#### Extracted data ####
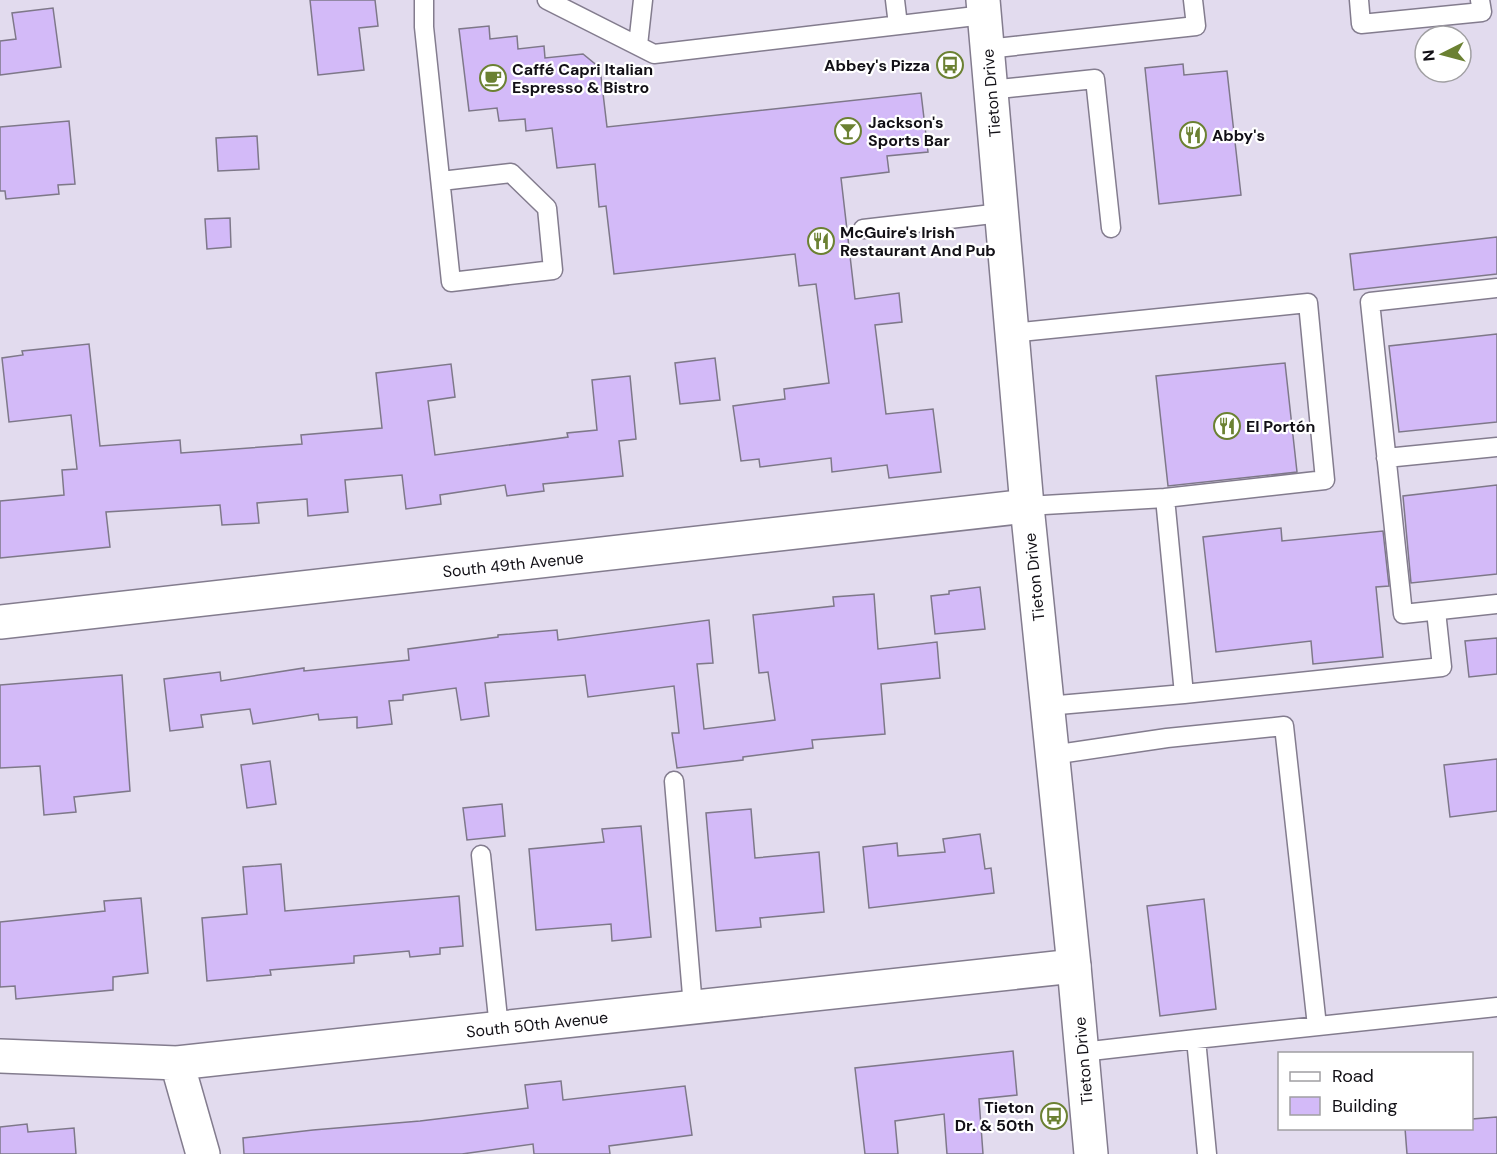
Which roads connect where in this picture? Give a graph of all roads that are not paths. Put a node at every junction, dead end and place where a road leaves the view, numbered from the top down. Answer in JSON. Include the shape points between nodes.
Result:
{"nodes":[{"id":1,"x":424,"y":0,"type":"edge"},
{"id":2,"x":547,"y":0,"type":"edge"},
{"id":3,"x":643,"y":0,"type":"edge"},
{"id":4,"x":895,"y":0,"type":"edge"},
{"id":5,"x":1193,"y":0,"type":"edge"},
{"id":6,"x":1359,"y":0,"type":"edge"},
{"id":7,"x":1480,"y":0,"type":"edge"},
{"id":8,"x":983,"y":7,"type":"edge"},
{"id":9,"x":898,"y":25,"type":"junction"},
{"id":10,"x":638,"y":45,"type":"junction"},
{"id":11,"x":987,"y":49,"type":"junction"},
{"id":12,"x":990,"y":90,"type":"junction"},
{"id":13,"x":441,"y":181,"type":"junction"},
{"id":14,"x":1001,"y":213,"type":"junction"},
{"id":15,"x":1111,"y":228,"type":"dead end"},
{"id":16,"x":862,"y":229,"type":"dead end"},
{"id":17,"x":1497,"y":288,"type":"edge"},
{"id":18,"x":1011,"y":333,"type":"junction"},
{"id":19,"x":1497,"y":447,"type":"edge"},
{"id":20,"x":1386,"y":459,"type":"junction"},
{"id":21,"x":1165,"y":498,"type":"junction"},
{"id":22,"x":1027,"y":506,"type":"junction"},
{"id":23,"x":1497,"y":604,"type":"edge"},
{"id":24,"x":1436,"y":611,"type":"junction"},
{"id":25,"x":0,"y":622,"type":"edge"},
{"id":26,"x":1184,"y":694,"type":"junction"},
{"id":27,"x":1047,"y":706,"type":"junction"},
{"id":28,"x":1052,"y":755,"type":"junction"},
{"id":29,"x":674,"y":781,"type":"dead end"},
{"id":30,"x":481,"y":855,"type":"dead end"},
{"id":31,"x":1074,"y":966,"type":"junction"},
{"id":32,"x":693,"y":1007,"type":"junction"},
{"id":33,"x":1497,"y":1007,"type":"edge"},
{"id":34,"x":1317,"y":1026,"type":"junction"},
{"id":35,"x":500,"y":1028,"type":"junction"},
{"id":36,"x":1196,"y":1039,"type":"junction"},
{"id":37,"x":1082,"y":1052,"type":"junction"},
{"id":38,"x":0,"y":1056,"type":"edge"},
{"id":39,"x":177,"y":1063,"type":"junction"},
{"id":40,"x":203,"y":1154,"type":"edge"},
{"id":41,"x":1091,"y":1154,"type":"edge"},
{"id":42,"x":1207,"y":1154,"type":"edge"}],
"edges":[{"from":1,"to":13,"type":"lane"},
{"from":2,"to":10,"type":"lane"},
{"from":3,"to":10,"type":"lane"},
{"from":4,"to":9,"type":"lane"},
{"from":5,"to":11,"type":"lane","via":[[1196,26]]},
{"from":6,"to":7,"type":"lane","via":[[1361,24],[1482,12]]},
{"from":8,"to":9,"type":"lane"},
{"from":8,"to":11,"type":"street","name":"Tieton Drive"},
{"from":9,"to":10,"type":"lane","via":[[654,54]]},
{"from":11,"to":12,"type":"street","name":"Tieton Drive"},
{"from":12,"to":14,"type":"street","name":"Tieton Drive"},
{"from":12,"to":15,"type":"lane","via":[[1095,79]]},
{"from":13,"to":13,"type":"lane","via":[[451,282],[553,270],[547,208],[511,172]]},
{"from":14,"to":16,"type":"lane"},
{"from":14,"to":18,"type":"street","name":"Tieton Drive"},
{"from":17,"to":20,"type":"lane","via":[[1370,302]]},
{"from":18,"to":21,"type":"lane","via":[[1308,303],[1325,480]]},
{"from":18,"to":22,"type":"street","name":"Tieton Drive"},
{"from":19,"to":20,"type":"lane"},
{"from":20,"to":24,"type":"lane","via":[[1403,614]]},
{"from":21,"to":22,"type":"lane"},
{"from":21,"to":26,"type":"lane"},
{"from":22,"to":25,"type":"street","name":"South 49th Avenue"},
{"from":22,"to":27,"type":"street","name":"Tieton Drive"},
{"from":23,"to":24,"type":"lane"},
{"from":24,"to":26,"type":"lane","via":[[1442,667]]},
{"from":26,"to":27,"type":"lane"},
{"from":27,"to":28,"type":"street","name":"Tieton Drive"},
{"from":28,"to":31,"type":"street","name":"Tieton Drive"},
{"from":28,"to":34,"type":"lane","via":[[1284,726]]},
{"from":29,"to":32,"type":"lane"},
{"from":30,"to":35,"type":"lane"},
{"from":31,"to":32,"type":"street","name":"South 50th Avenue"},
{"from":31,"to":37,"type":"street","name":"Tieton Drive"},
{"from":32,"to":35,"type":"street","name":"South 50th Avenue"},
{"from":33,"to":34,"type":"lane"},
{"from":34,"to":36,"type":"lane"},
{"from":35,"to":39,"type":"street","name":"South 50th Avenue"},
{"from":36,"to":37,"type":"lane"},
{"from":36,"to":42,"type":"lane"},
{"from":37,"to":41,"type":"street","name":"Tieton Drive"},
{"from":38,"to":39,"type":"street","name":"South 50th Avenue"},
{"from":39,"to":40,"type":"street"}]}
####
**Task item**
An exact copy of all the data above is required; omit any pictures.

**Problem solution**
Which roads connect where in this picture? Give a graph of all roads that are not paths. Put a node at every junction, dead end and place where a road leaves the view, numbered from the top down. Answer in JSON. Include the shape points between nodes.
Result:
{"nodes":[{"id":1,"x":424,"y":0,"type":"edge"},
{"id":2,"x":547,"y":0,"type":"edge"},
{"id":3,"x":643,"y":0,"type":"edge"},
{"id":4,"x":895,"y":0,"type":"edge"},
{"id":5,"x":1193,"y":0,"type":"edge"},
{"id":6,"x":1359,"y":0,"type":"edge"},
{"id":7,"x":1480,"y":0,"type":"edge"},
{"id":8,"x":983,"y":7,"type":"edge"},
{"id":9,"x":898,"y":25,"type":"junction"},
{"id":10,"x":638,"y":45,"type":"junction"},
{"id":11,"x":987,"y":49,"type":"junction"},
{"id":12,"x":990,"y":90,"type":"junction"},
{"id":13,"x":441,"y":181,"type":"junction"},
{"id":14,"x":1001,"y":213,"type":"junction"},
{"id":15,"x":1111,"y":228,"type":"dead end"},
{"id":16,"x":862,"y":229,"type":"dead end"},
{"id":17,"x":1497,"y":288,"type":"edge"},
{"id":18,"x":1011,"y":333,"type":"junction"},
{"id":19,"x":1497,"y":447,"type":"edge"},
{"id":20,"x":1386,"y":459,"type":"junction"},
{"id":21,"x":1165,"y":498,"type":"junction"},
{"id":22,"x":1027,"y":506,"type":"junction"},
{"id":23,"x":1497,"y":604,"type":"edge"},
{"id":24,"x":1436,"y":611,"type":"junction"},
{"id":25,"x":0,"y":622,"type":"edge"},
{"id":26,"x":1184,"y":694,"type":"junction"},
{"id":27,"x":1047,"y":706,"type":"junction"},
{"id":28,"x":1052,"y":755,"type":"junction"},
{"id":29,"x":674,"y":781,"type":"dead end"},
{"id":30,"x":481,"y":855,"type":"dead end"},
{"id":31,"x":1074,"y":966,"type":"junction"},
{"id":32,"x":693,"y":1007,"type":"junction"},
{"id":33,"x":1497,"y":1007,"type":"edge"},
{"id":34,"x":1317,"y":1026,"type":"junction"},
{"id":35,"x":500,"y":1028,"type":"junction"},
{"id":36,"x":1196,"y":1039,"type":"junction"},
{"id":37,"x":1082,"y":1052,"type":"junction"},
{"id":38,"x":0,"y":1056,"type":"edge"},
{"id":39,"x":177,"y":1063,"type":"junction"},
{"id":40,"x":203,"y":1154,"type":"edge"},
{"id":41,"x":1091,"y":1154,"type":"edge"},
{"id":42,"x":1207,"y":1154,"type":"edge"}],
"edges":[{"from":1,"to":13,"type":"lane"},
{"from":2,"to":10,"type":"lane"},
{"from":3,"to":10,"type":"lane"},
{"from":4,"to":9,"type":"lane"},
{"from":5,"to":11,"type":"lane","via":[[1196,26]]},
{"from":6,"to":7,"type":"lane","via":[[1361,24],[1482,12]]},
{"from":8,"to":9,"type":"lane"},
{"from":8,"to":11,"type":"street","name":"Tieton Drive"},
{"from":9,"to":10,"type":"lane","via":[[654,54]]},
{"from":11,"to":12,"type":"street","name":"Tieton Drive"},
{"from":12,"to":14,"type":"street","name":"Tieton Drive"},
{"from":12,"to":15,"type":"lane","via":[[1095,79]]},
{"from":13,"to":13,"type":"lane","via":[[451,282],[553,270],[547,208],[511,172]]},
{"from":14,"to":16,"type":"lane"},
{"from":14,"to":18,"type":"street","name":"Tieton Drive"},
{"from":17,"to":20,"type":"lane","via":[[1370,302]]},
{"from":18,"to":21,"type":"lane","via":[[1308,303],[1325,480]]},
{"from":18,"to":22,"type":"street","name":"Tieton Drive"},
{"from":19,"to":20,"type":"lane"},
{"from":20,"to":24,"type":"lane","via":[[1403,614]]},
{"from":21,"to":22,"type":"lane"},
{"from":21,"to":26,"type":"lane"},
{"from":22,"to":25,"type":"street","name":"South 49th Avenue"},
{"from":22,"to":27,"type":"street","name":"Tieton Drive"},
{"from":23,"to":24,"type":"lane"},
{"from":24,"to":26,"type":"lane","via":[[1442,667]]},
{"from":26,"to":27,"type":"lane"},
{"from":27,"to":28,"type":"street","name":"Tieton Drive"},
{"from":28,"to":31,"type":"street","name":"Tieton Drive"},
{"from":28,"to":34,"type":"lane","via":[[1284,726]]},
{"from":29,"to":32,"type":"lane"},
{"from":30,"to":35,"type":"lane"},
{"from":31,"to":32,"type":"street","name":"South 50th Avenue"},
{"from":31,"to":37,"type":"street","name":"Tieton Drive"},
{"from":32,"to":35,"type":"street","name":"South 50th Avenue"},
{"from":33,"to":34,"type":"lane"},
{"from":34,"to":36,"type":"lane"},
{"from":35,"to":39,"type":"street","name":"South 50th Avenue"},
{"from":36,"to":37,"type":"lane"},
{"from":36,"to":42,"type":"lane"},
{"from":37,"to":41,"type":"street","name":"Tieton Drive"},
{"from":38,"to":39,"type":"street","name":"South 50th Avenue"},
{"from":39,"to":40,"type":"street"}]}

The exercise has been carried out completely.